• **Exercise description**
Please copy each line of the listing that includes the string "main".

• **Entries provided**
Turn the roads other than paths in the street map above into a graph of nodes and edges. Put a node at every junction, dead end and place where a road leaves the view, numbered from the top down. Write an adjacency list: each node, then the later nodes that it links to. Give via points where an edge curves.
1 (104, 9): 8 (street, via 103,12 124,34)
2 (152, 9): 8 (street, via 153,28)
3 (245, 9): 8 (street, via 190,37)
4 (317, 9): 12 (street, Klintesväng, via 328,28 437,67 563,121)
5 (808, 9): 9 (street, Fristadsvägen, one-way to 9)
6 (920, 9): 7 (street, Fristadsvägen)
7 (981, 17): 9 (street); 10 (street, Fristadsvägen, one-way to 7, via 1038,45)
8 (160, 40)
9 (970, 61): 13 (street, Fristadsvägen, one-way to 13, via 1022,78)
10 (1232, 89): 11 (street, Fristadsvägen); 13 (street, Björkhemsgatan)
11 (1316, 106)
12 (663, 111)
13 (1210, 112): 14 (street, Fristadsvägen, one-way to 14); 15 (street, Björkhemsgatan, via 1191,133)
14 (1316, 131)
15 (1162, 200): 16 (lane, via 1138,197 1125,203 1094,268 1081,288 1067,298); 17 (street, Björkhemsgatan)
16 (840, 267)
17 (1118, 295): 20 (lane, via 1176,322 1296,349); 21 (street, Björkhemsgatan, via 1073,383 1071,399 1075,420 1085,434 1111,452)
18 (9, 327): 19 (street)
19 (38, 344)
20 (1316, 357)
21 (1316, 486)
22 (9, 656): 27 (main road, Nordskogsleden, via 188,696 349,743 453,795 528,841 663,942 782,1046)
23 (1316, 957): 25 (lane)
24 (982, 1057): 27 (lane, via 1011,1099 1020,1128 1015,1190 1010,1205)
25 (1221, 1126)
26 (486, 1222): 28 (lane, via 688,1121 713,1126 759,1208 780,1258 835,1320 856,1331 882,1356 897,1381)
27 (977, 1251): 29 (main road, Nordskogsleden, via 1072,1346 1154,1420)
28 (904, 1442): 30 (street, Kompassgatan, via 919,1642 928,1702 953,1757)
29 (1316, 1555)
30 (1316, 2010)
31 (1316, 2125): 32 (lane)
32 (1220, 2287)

• **Task answer**
22 (9, 656): 27 (main road, Nordskogsleden, via 188,696 349,743 453,795 528,841 663,942 782,1046)
27 (977, 1251): 29 (main road, Nordskogsleden, via 1072,1346 1154,1420)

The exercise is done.